The noble Baroness said: My Lords, I shall speak to this order together with the following two orders. I hope that I can be relatively brief as I believe that, unlike the order that we have just discussed, they do not contain anything very difficult or contentious. However, I shall respond specifically to the questions that have been indicated to me by the noble Baroness, Lady Anelay of St Johns, so I may speak more fully than I would otherwise have done.

As I mentioned, our aim is to bring the Extradition Act into force for 1st January 2004 to enable us to bring in the European arrest warrant on that date. The first of these orders is concerned with the designation of the UK's extradition partners under Part 1 of the Act; that is, those countries that will be operating the European arrest warrant from 1st January 2004.

As your Lordships will see, it contains seven names rather than the 14 that your Lordships might expect. Those seven countries are the countries that have confirmed that they will definitely be able to operate the European arrest warrant from the start of next year.

Your Lordships may find it helpful to know the latest state of play on implementation in the seven countries which will not make the 1st January deadline.

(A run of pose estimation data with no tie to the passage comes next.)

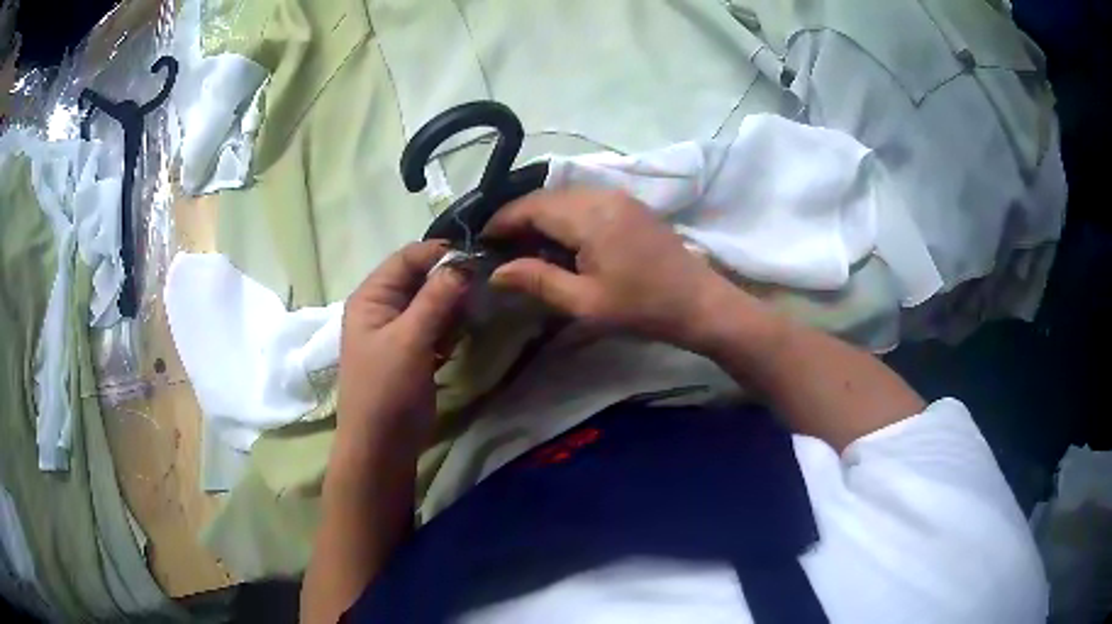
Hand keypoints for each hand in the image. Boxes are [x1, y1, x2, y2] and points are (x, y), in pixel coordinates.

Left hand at [338, 241, 467, 442]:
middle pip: (421, 278)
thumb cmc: (386, 390)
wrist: (382, 446)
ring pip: (432, 302)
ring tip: (472, 316)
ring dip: (453, 306)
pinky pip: (436, 326)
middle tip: (482, 289)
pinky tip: (461, 338)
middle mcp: (383, 307)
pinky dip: (451, 327)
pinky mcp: (414, 351)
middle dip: (450, 281)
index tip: (478, 258)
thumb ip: (435, 299)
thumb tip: (464, 263)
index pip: (407, 258)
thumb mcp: (409, 340)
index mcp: (372, 297)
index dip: (440, 254)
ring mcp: (399, 330)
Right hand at [484, 188, 749, 353]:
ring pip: (565, 197)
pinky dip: (564, 216)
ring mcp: (619, 197)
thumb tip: (496, 272)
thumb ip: (538, 281)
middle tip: (499, 248)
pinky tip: (559, 241)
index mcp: (589, 216)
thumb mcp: (585, 302)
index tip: (480, 241)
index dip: (501, 221)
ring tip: (524, 247)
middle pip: (546, 198)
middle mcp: (602, 195)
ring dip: (541, 216)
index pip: (531, 207)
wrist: (700, 303)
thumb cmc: (642, 307)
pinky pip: (585, 202)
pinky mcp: (630, 206)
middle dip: (518, 218)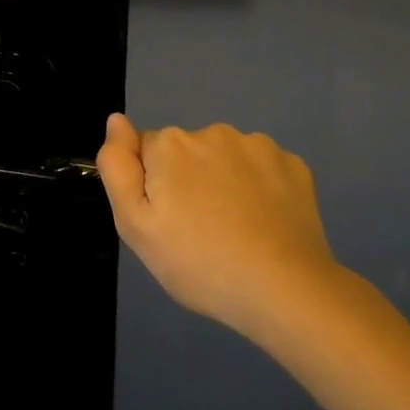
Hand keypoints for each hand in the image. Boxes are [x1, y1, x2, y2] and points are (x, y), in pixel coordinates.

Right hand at [96, 116, 344, 338]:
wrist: (283, 289)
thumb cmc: (198, 263)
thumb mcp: (135, 226)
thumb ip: (118, 167)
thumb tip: (116, 120)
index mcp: (171, 144)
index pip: (147, 153)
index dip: (152, 188)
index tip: (167, 222)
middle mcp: (213, 132)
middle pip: (187, 153)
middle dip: (187, 181)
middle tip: (198, 232)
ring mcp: (259, 146)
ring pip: (227, 159)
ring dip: (224, 182)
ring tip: (235, 232)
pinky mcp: (294, 164)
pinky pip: (263, 170)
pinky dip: (261, 189)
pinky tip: (265, 224)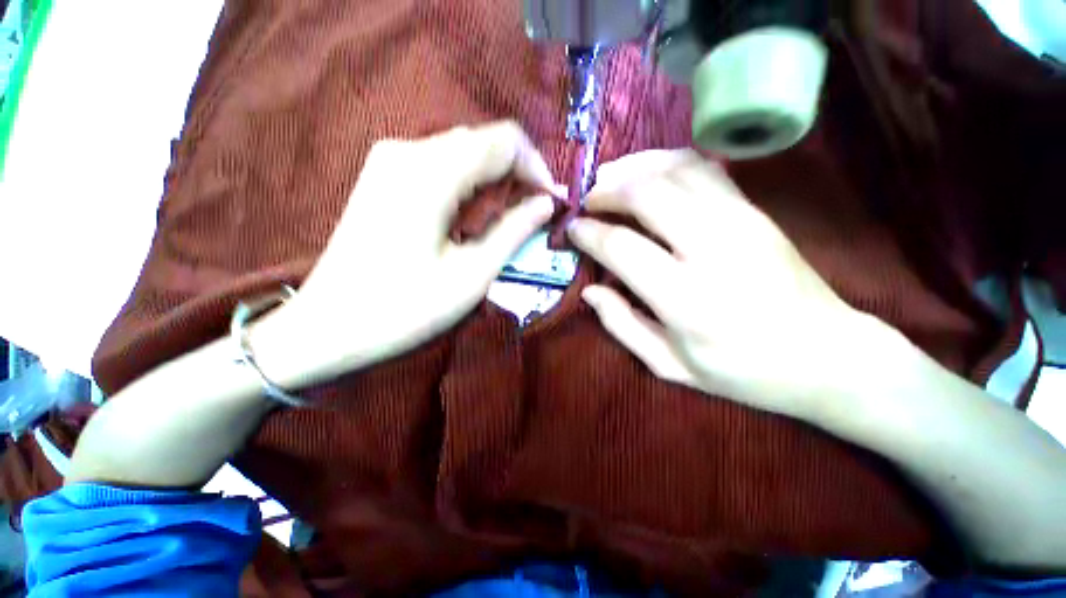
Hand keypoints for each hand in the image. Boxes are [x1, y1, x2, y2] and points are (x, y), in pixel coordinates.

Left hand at [259, 122, 558, 383]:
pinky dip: (468, 182)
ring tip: (508, 215)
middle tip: (534, 211)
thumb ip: (514, 232)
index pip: (503, 141)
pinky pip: (439, 163)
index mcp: (431, 174)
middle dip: (517, 172)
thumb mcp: (472, 275)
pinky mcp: (382, 176)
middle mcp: (407, 151)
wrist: (328, 327)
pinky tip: (473, 212)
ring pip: (462, 151)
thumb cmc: (404, 309)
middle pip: (482, 141)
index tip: (551, 200)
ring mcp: (389, 160)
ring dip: (493, 178)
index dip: (536, 166)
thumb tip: (546, 204)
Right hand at [568, 149, 881, 421]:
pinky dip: (668, 162)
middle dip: (607, 191)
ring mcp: (741, 222)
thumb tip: (589, 291)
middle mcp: (713, 249)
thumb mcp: (669, 366)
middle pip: (648, 194)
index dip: (589, 233)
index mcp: (685, 299)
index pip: (622, 247)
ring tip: (609, 179)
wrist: (827, 355)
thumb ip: (622, 326)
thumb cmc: (741, 371)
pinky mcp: (755, 211)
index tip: (572, 229)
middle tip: (587, 200)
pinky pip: (704, 169)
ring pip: (676, 170)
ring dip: (634, 168)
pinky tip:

France and the Netherlands expect to be ready by the end of January 2004 and Austria, Germany, Greece and Luxembourg expect to be ready by 1st April 2004 at the latest. Italy is also saying the same, although whether it will actually be able to achieve that remains to be seen.

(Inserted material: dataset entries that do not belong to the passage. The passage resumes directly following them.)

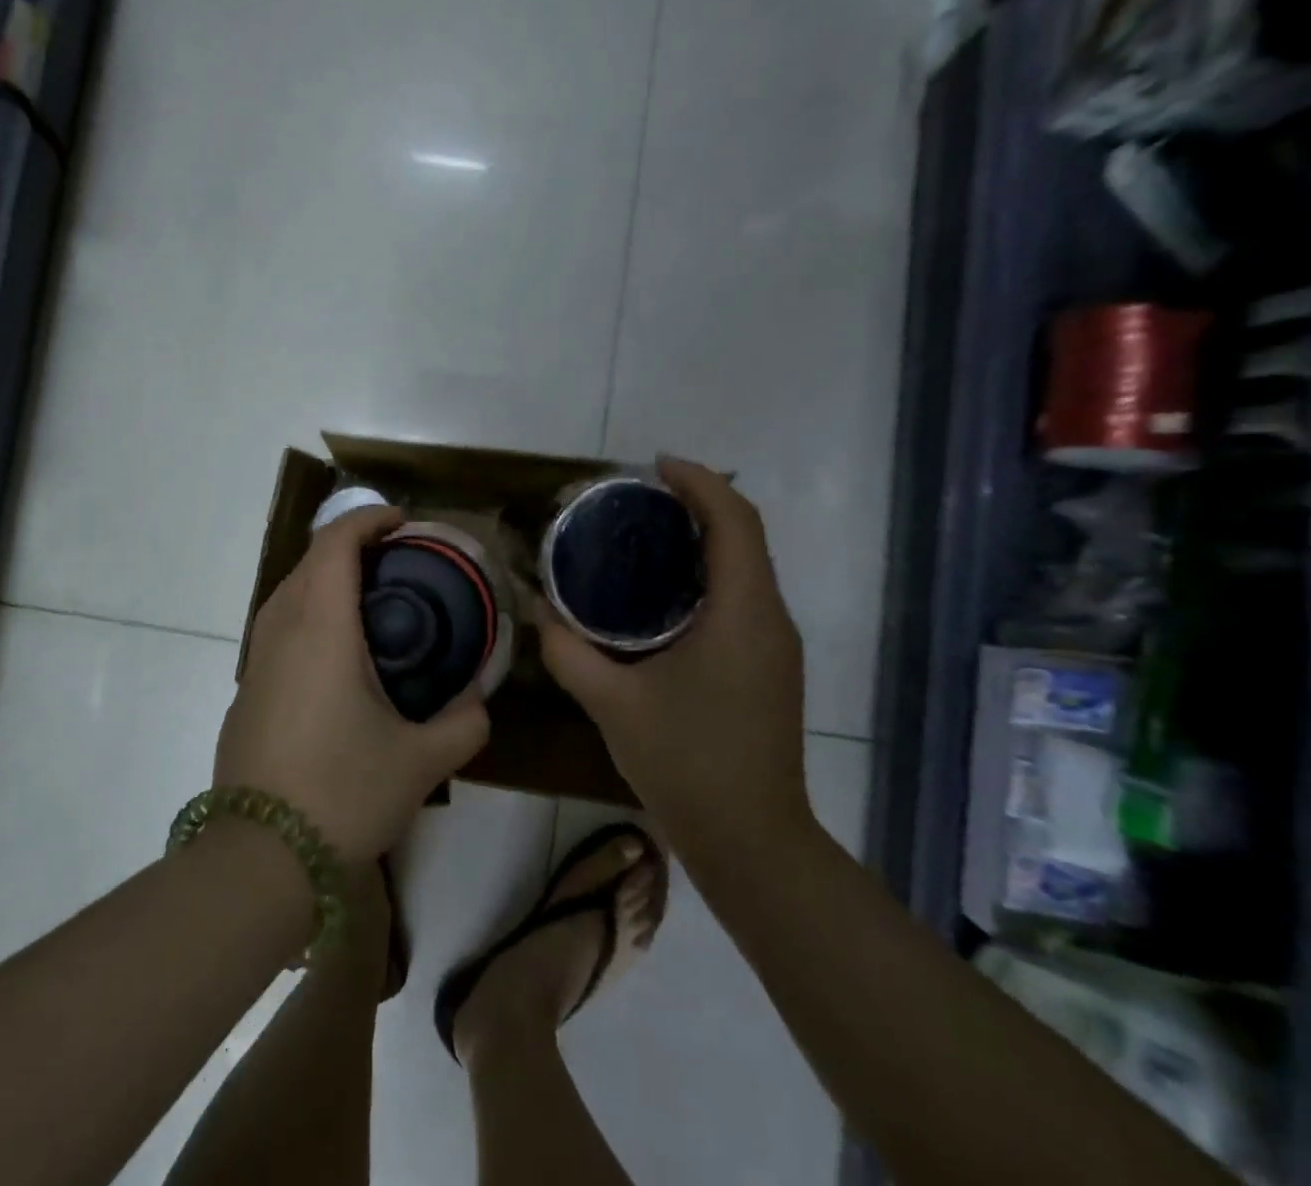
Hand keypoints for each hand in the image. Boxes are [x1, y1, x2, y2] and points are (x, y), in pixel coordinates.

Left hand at [215, 505, 490, 862]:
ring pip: (288, 593)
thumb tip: (479, 702)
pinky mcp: (246, 691)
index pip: (334, 543)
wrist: (259, 859)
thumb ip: (463, 724)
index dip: (367, 519)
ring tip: (373, 602)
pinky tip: (339, 656)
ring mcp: (255, 661)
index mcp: (321, 628)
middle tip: (399, 563)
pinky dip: (310, 615)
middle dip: (351, 546)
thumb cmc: (342, 793)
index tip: (403, 523)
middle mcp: (280, 631)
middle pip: (309, 561)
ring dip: (327, 580)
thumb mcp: (421, 762)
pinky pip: (278, 628)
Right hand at [538, 458, 812, 850]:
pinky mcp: (768, 666)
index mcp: (743, 613)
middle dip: (697, 503)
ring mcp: (774, 645)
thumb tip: (536, 611)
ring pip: (745, 566)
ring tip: (641, 534)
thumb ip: (568, 652)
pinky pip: (741, 596)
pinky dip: (705, 574)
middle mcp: (769, 618)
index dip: (700, 482)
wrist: (752, 843)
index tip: (653, 467)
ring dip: (702, 538)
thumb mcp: (613, 704)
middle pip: (743, 535)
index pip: (734, 521)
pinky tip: (658, 593)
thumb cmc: (687, 764)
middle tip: (636, 498)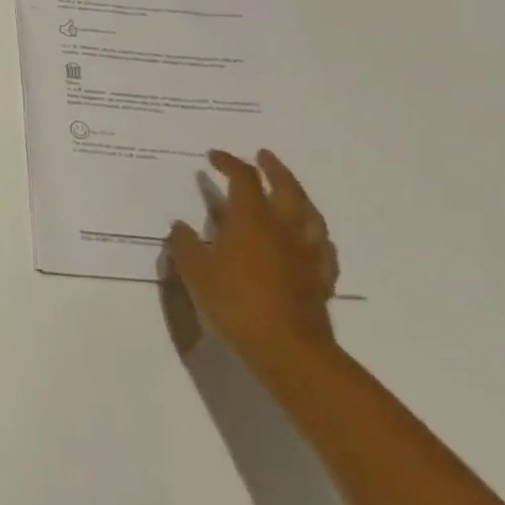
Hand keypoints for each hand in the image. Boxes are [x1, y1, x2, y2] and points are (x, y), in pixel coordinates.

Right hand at [167, 150, 339, 377]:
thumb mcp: (196, 272)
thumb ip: (185, 245)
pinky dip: (316, 237)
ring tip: (291, 190)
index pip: (243, 178)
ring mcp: (307, 253)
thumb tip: (180, 227)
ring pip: (310, 214)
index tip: (213, 156)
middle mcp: (283, 228)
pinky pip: (324, 249)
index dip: (229, 162)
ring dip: (299, 196)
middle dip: (274, 168)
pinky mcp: (321, 279)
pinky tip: (313, 239)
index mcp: (252, 218)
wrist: (288, 349)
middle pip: (286, 187)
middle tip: (263, 155)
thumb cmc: (236, 302)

We have put those countries that are able to operate the European arrest warrant from the first day of next year into category 1. The remaining EU countries are designated as category 2 countries in the order that we have just debated and will be moved up into category 1 when they begin operating the European arrest warrant.

The second order brings into force the codes of practice governing the exercise of police powers in extradition cases. The powers are very closely modelled on those in PACE, although with the necessary modifications to reflect the fact that the police are not actually investigating the offence.

As in PACE, there is a requirement to produce codes of practice; and these are they. We put them out for consultation over the summer. We are grateful to all those who took the trouble to respond. Your Lordships might find it helpful to have an outline of the changes that have been made as a result of the consultation exercise.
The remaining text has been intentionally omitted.